NATO soldier, Afghan policeman killed in a row

KABUL (AFP) — A NATO soldier and an Afghan policeman were killed in a row that erupted after a bomb strike in Afghanistan, the alliance force said Monday, as eight Afghans died in new insurgency-linked attacks.

The police and International Security Assistance Force soldiers were struck by the bomb while on a joint patrol in eastern Afghanistan Sunday, ISAF said.

Seven civilians were arrested afterwards when they tested positive for explosive residue, it said in a statement. They were taken to an Afghan National Police (ANP) station in Paktia province where the row erupted.

"While at the district centre, there was an altercation during which an ANP officer and one ISAF soldier were killed," it said, giving no details.

Afghan media reports said the policeman had shot dead a US soldier and wounded two others and was then shot dead himself.

The 40-nation force, which had announced the death of its soldier earlier without giving details, does not release the nationalities of its casualties.

The latest casualty brings the number of foreign soldiers killed in Afghanistan this year to at least 218, according to an AFP tally, with no official figure released from a single authority. Nearly 220 died last year.

In another attack, gunmen opened fire on the head of a provincial council, similar to a provincial parliament, near his home in the southern city of Kandahar late Sunday, a governor told AFP.

Mohammad Hashim Granai, chief of the Zabul provincial council, survived the attack on his vehicle, but four of his bodyguards were killed, Zabul governor Delbar Jan Arman told AFP. "Luckily he was not hurt," he said.

In rural eastern Paktika province meanwhile a bomb struck a vehicle Monday killed two civilians and wounding two others, police said.

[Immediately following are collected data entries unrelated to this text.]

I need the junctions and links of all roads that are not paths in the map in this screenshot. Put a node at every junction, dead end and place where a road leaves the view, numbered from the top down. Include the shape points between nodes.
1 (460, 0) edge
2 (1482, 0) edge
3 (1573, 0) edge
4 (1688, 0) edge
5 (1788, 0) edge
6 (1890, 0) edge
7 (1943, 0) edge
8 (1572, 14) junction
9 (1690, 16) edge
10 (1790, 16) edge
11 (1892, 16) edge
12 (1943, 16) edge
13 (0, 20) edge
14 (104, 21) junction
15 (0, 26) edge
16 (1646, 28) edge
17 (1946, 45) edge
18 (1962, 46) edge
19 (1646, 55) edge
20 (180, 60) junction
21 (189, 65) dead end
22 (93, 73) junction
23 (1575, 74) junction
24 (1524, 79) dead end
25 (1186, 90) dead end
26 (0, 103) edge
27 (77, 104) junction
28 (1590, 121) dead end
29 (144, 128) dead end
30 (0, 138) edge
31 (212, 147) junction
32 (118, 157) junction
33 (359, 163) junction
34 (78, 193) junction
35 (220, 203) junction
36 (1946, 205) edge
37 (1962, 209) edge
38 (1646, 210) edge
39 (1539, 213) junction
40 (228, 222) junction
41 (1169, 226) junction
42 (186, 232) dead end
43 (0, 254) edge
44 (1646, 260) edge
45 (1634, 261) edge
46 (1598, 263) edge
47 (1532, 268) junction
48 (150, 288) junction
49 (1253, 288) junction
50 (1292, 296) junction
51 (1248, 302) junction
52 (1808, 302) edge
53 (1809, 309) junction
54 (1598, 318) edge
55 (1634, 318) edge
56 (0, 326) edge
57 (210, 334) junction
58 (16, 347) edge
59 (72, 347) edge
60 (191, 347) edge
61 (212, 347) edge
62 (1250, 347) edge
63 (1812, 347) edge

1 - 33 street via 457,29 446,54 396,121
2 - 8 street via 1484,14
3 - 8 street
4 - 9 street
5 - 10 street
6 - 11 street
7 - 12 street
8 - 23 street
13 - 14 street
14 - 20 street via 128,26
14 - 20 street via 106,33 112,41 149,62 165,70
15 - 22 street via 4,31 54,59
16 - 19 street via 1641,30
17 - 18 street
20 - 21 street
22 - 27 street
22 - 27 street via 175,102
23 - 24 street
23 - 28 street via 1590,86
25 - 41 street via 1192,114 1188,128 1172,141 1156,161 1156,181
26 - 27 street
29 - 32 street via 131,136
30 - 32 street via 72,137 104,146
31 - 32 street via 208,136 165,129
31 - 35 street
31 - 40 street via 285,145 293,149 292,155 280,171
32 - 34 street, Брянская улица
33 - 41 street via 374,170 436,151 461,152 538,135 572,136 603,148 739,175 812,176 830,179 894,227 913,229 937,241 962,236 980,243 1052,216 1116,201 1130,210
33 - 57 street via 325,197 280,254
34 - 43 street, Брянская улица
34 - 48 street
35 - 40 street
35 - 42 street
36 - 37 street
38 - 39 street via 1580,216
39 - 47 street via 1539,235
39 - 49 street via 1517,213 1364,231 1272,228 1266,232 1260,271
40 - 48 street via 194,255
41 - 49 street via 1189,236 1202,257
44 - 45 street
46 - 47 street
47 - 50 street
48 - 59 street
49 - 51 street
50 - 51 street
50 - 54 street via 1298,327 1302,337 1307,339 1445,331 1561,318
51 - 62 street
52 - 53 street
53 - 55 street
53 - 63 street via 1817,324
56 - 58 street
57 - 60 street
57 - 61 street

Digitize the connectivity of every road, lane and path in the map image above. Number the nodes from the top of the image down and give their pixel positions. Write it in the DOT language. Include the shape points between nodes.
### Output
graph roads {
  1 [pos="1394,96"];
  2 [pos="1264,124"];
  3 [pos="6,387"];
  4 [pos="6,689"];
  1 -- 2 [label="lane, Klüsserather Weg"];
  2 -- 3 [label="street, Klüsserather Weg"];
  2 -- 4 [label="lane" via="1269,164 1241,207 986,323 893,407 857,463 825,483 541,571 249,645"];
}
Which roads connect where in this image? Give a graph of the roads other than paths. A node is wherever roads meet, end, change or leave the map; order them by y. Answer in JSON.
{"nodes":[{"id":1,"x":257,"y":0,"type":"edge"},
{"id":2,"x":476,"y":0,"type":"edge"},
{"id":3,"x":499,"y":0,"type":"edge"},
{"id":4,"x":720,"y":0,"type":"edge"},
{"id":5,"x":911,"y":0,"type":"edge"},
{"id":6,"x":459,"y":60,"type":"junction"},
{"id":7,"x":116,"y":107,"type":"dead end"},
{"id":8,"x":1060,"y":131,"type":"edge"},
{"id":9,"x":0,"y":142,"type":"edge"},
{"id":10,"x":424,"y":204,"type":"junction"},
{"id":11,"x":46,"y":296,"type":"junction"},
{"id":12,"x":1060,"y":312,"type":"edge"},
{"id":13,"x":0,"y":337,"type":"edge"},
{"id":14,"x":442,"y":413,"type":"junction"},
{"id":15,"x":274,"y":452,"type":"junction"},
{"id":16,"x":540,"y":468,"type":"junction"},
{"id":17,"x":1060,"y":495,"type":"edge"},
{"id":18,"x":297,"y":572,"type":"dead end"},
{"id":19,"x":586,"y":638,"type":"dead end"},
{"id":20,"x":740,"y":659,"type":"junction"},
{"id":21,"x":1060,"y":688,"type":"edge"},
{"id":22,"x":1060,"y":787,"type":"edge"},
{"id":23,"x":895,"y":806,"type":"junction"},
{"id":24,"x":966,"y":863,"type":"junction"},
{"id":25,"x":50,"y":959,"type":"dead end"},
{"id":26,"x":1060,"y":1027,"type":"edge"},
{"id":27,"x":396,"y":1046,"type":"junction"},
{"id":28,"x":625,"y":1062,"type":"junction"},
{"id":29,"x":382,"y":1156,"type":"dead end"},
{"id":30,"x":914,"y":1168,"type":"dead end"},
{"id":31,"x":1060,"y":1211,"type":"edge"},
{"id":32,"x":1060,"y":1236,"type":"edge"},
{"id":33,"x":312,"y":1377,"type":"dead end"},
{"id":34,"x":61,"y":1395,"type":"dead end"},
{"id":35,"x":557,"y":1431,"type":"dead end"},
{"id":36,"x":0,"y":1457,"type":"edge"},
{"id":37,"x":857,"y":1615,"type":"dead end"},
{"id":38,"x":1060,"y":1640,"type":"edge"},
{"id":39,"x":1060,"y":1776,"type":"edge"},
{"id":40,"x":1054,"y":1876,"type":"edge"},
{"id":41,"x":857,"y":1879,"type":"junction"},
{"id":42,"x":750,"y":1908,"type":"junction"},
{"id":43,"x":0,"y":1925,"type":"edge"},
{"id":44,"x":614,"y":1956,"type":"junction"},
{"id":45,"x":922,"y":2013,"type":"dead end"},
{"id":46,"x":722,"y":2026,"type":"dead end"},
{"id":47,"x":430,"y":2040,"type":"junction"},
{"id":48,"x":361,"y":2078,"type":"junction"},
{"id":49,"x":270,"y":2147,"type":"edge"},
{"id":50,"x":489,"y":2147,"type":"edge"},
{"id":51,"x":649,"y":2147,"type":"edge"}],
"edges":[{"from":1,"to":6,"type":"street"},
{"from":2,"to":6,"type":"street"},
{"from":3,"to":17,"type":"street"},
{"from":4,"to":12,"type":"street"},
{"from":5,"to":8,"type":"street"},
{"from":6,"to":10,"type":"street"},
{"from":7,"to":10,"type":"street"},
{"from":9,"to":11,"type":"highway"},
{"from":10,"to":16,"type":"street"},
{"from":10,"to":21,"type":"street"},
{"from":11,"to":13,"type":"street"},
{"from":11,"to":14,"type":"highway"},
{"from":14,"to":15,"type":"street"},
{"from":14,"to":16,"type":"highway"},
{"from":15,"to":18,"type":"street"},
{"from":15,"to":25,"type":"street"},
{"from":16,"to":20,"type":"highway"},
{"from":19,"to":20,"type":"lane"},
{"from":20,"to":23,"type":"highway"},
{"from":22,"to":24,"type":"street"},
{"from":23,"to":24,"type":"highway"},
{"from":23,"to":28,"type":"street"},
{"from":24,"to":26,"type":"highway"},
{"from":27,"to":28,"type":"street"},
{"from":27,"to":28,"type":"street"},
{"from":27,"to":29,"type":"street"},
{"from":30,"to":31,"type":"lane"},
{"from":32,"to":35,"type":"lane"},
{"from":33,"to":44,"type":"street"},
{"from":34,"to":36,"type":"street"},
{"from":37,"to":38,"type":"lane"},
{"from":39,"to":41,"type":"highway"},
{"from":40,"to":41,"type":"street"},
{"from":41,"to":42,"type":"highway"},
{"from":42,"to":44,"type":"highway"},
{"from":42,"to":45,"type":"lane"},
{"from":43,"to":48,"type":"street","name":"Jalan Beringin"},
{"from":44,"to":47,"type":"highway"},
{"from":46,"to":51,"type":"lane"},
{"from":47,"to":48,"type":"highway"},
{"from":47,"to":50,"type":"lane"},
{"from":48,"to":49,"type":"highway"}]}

And Taliban attacked a police outpost in Ghazni province overnight and killed two policemen, taking one away with them, an official said.

International forces also bombed a Taliban group in Ghazni and killed five rebels, a district governor told AFP.

The hardline Islamist Taliban were in government between 1996 and 2001, when they were removed in a US-led invasion.

Their campaign against the new government has grown year on year, with attacks increasingly sophisticated.

On Sunday the most high-profile woman police officer in Afghanistan was gunned down as she was leaving for work in the southern city of Kandahar.

The Taliban claimed responsibility for the murder of the policewoman, Malalai Kakar, which was widely condemned, including by President Hamid Karzai and Interpol.